Précaution/Chapitre XXX

Traduction par A. J. B. Defauconpret.
Furne (Œuvres, tome premierp. 202-210).



CHAPITRE XXX.


Serais-je fidèle aux hommes si je trahissais la foi que je dois à mon Dieu ?
Recueil de poésies religieuses des Méthodistes.


Un jour se passa entre le départ de Denbigh et le retour d’Émilie au milieu de ses amis. Un observateur indifférent l’aurait trouvée plus grave et moins animée que de coutume. Une grande pâleur avait remplacé les brillantes couleurs qui paraient ses joues ; mais la même douceur, la même bienveillance se faisaient remarquer dans sa conduite et jusque dans ses moindres paroles. Il n’en était pas de même de Jane : son orgueil avait souffert plus que sa sensibilité ; son imagination avait été trompée plus que son jugement, et, quoique trop bien élevée et d’un caractère trop doux pour devenir maussade ou querelleuse, son amitié et sa confiance avaient fait place à la froideur et à la réserve. Ses parents remarquaient cette altération dans son humeur avec d’autant plus de peine, qu’ils ne pouvaient se dissimuler qu’ils auraient pu prévenir ses chagrins par plus de soins et plus de prévoyance.

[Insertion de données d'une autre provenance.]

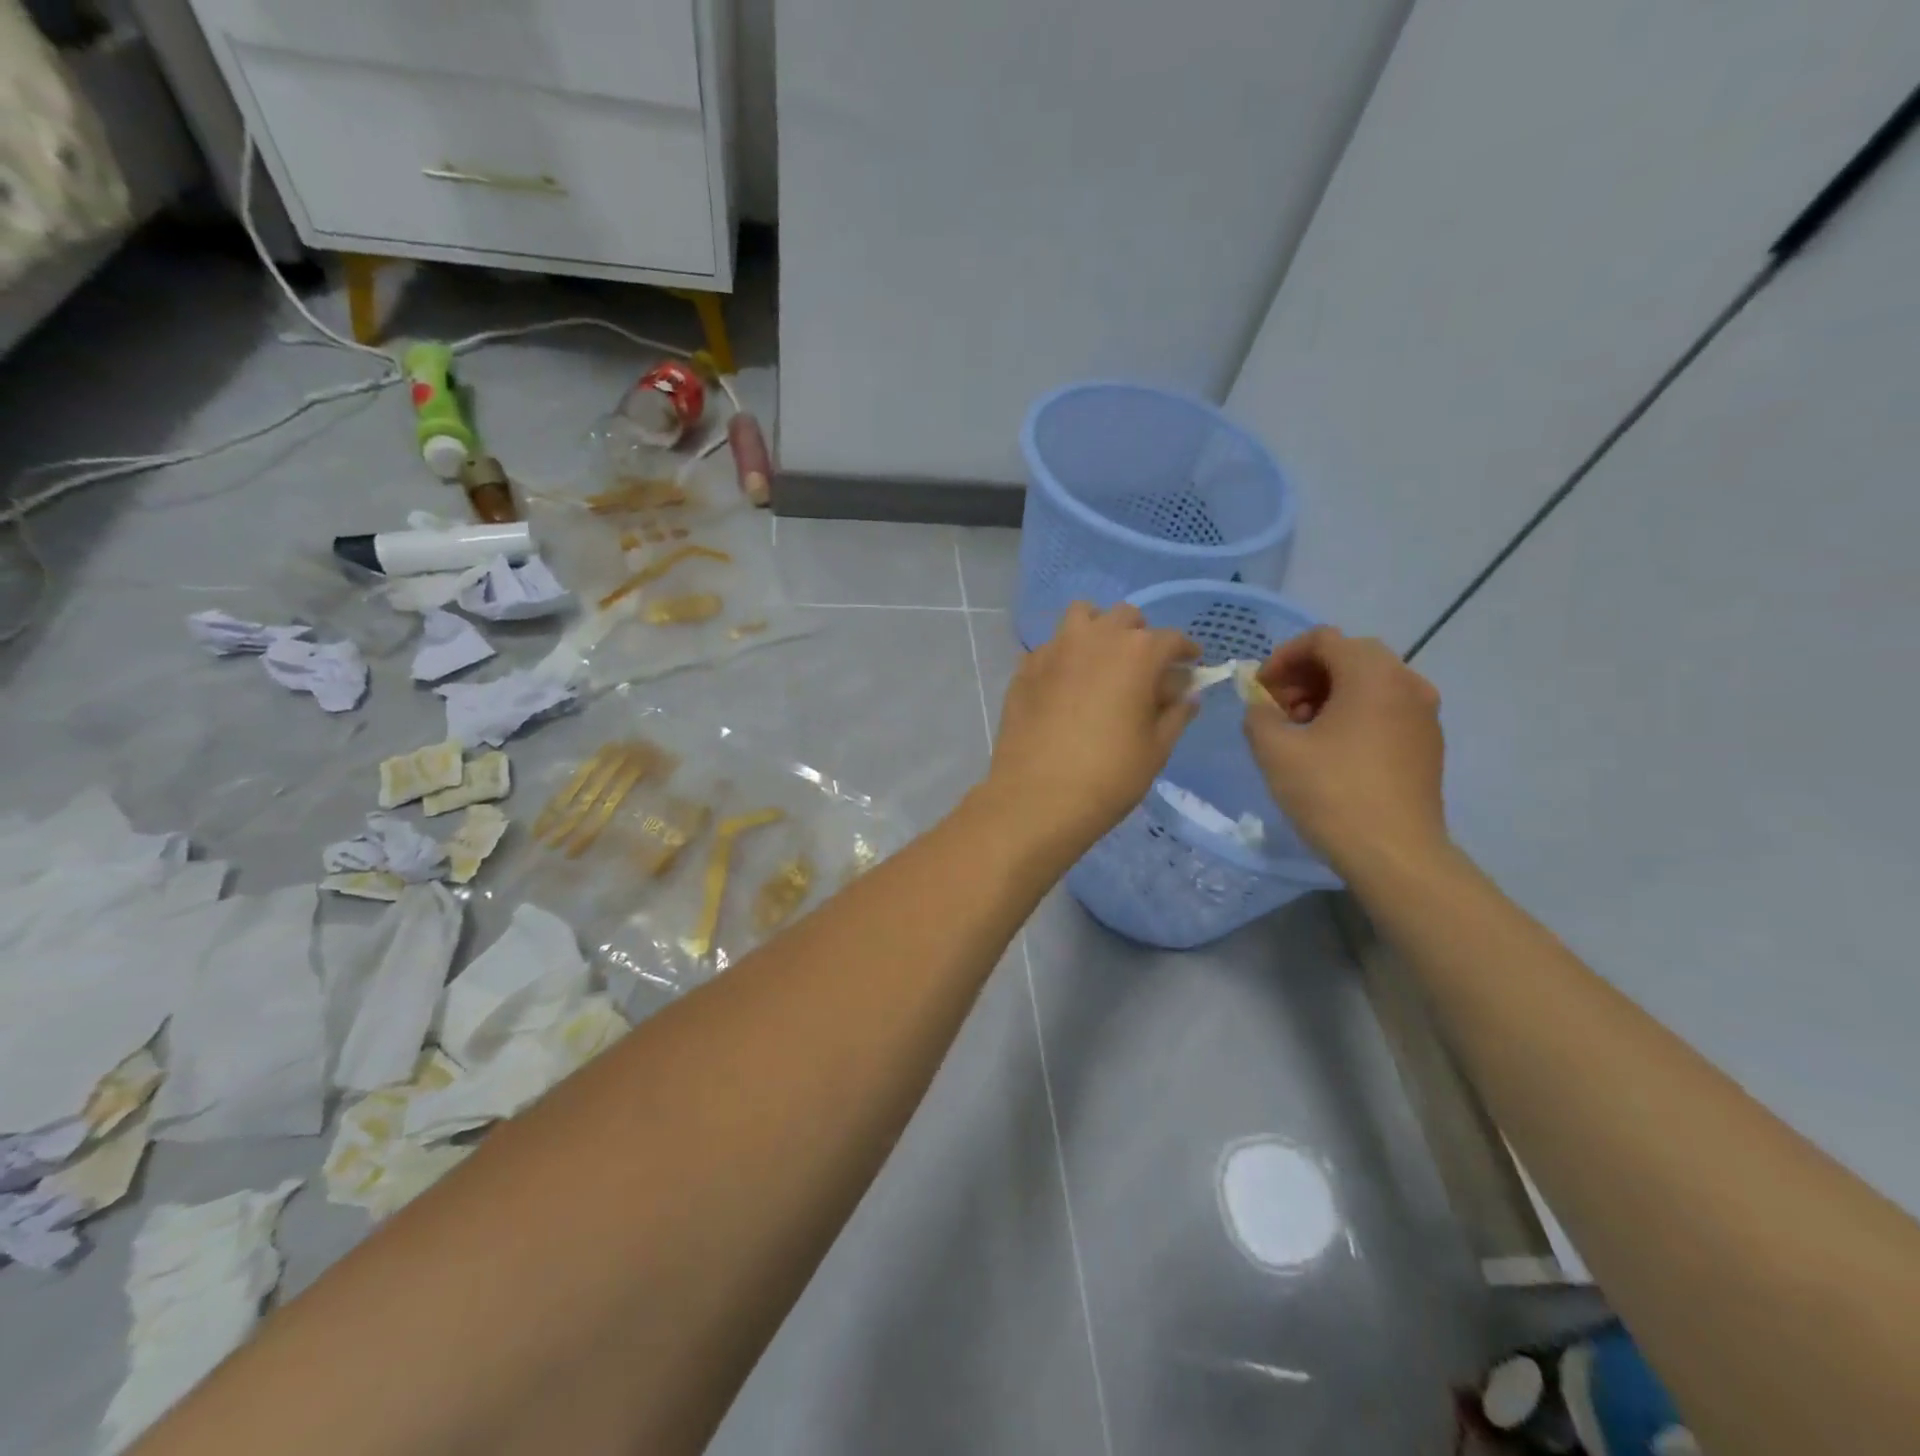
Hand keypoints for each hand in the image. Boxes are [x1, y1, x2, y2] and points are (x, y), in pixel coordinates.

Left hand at [983, 602, 1198, 862]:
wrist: (1038, 797)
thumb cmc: (1109, 775)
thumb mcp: (1156, 748)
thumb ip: (1176, 714)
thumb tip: (1187, 694)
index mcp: (1137, 653)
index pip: (1171, 639)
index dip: (1185, 651)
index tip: (1190, 664)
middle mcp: (1095, 638)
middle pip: (1125, 618)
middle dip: (1140, 636)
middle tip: (1143, 667)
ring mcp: (1054, 649)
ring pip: (1081, 616)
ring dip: (1097, 630)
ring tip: (1101, 661)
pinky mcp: (1025, 668)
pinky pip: (1050, 647)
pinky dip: (1064, 656)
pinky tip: (1065, 685)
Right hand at [1242, 626, 1449, 877]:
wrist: (1395, 854)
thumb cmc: (1332, 793)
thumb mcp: (1275, 750)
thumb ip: (1259, 714)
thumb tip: (1262, 706)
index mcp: (1372, 674)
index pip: (1323, 639)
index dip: (1283, 657)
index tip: (1260, 689)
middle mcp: (1407, 683)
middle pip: (1348, 656)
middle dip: (1305, 675)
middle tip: (1277, 708)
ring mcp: (1423, 714)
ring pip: (1368, 683)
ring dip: (1328, 694)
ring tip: (1300, 731)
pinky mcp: (1427, 743)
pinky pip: (1385, 709)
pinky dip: (1353, 714)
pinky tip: (1331, 750)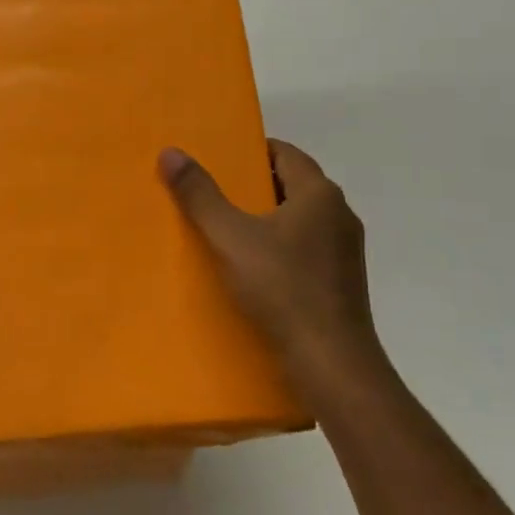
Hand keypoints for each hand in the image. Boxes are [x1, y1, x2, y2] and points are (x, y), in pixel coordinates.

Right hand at [158, 140, 382, 400]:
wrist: (331, 364)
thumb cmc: (282, 289)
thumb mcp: (230, 237)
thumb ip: (199, 195)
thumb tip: (171, 152)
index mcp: (319, 194)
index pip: (285, 152)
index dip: (250, 150)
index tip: (216, 157)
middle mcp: (339, 214)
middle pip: (291, 184)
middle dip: (252, 184)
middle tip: (211, 189)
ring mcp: (344, 251)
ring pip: (298, 219)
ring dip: (265, 218)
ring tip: (224, 227)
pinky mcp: (341, 282)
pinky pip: (305, 248)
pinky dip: (278, 246)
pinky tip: (251, 266)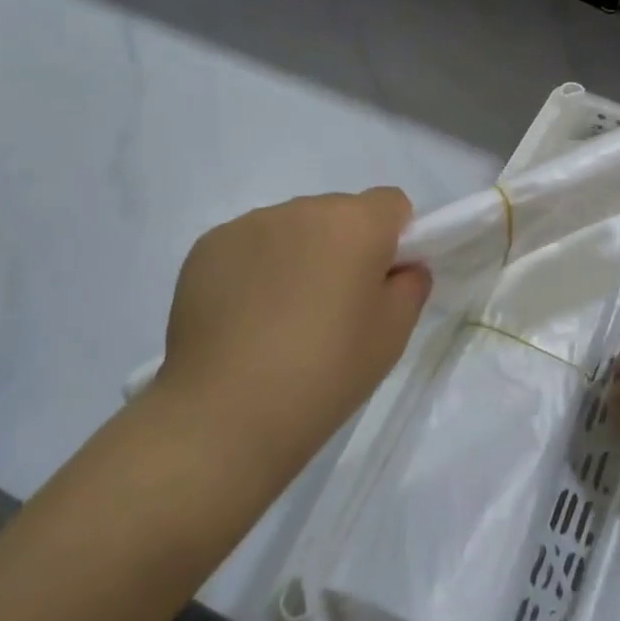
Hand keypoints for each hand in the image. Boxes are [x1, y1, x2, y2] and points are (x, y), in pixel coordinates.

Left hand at [151, 189, 430, 486]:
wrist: (222, 416)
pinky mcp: (208, 247)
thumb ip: (411, 284)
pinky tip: (244, 318)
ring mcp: (250, 224)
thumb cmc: (325, 372)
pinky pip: (249, 246)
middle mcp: (304, 208)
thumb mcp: (394, 333)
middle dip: (343, 247)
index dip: (394, 239)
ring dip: (298, 255)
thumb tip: (399, 268)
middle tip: (333, 307)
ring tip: (282, 318)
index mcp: (356, 222)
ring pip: (293, 228)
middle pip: (340, 213)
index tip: (380, 282)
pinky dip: (255, 269)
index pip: (391, 204)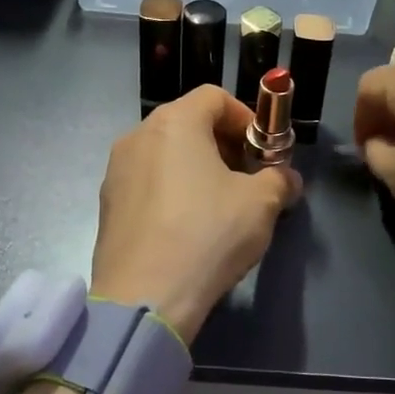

Francis et Clara étaient revenus de leur petit voyage, si heureux l’un par l’autre, et si contents de leur sort, que la vue de leur bonheur allégeait un peu le poids qui oppressait tous les cœurs. Le récit des incidents de leur voyage vint distraire un moment leurs amis ; et une douce mélancolie remplaça la gaieté et le bonheur qui animaient naguère les traits de tous les habitants de Benfield-Lodge. M. Benfield, depuis quelques jours, avait un air de mystère dont personne ne devinait la cause. On le trouvait toujours feuilletant d’anciens papiers, et paraissant occupé de préparatifs qui annonçaient qu’il se disposait à quelque action importante.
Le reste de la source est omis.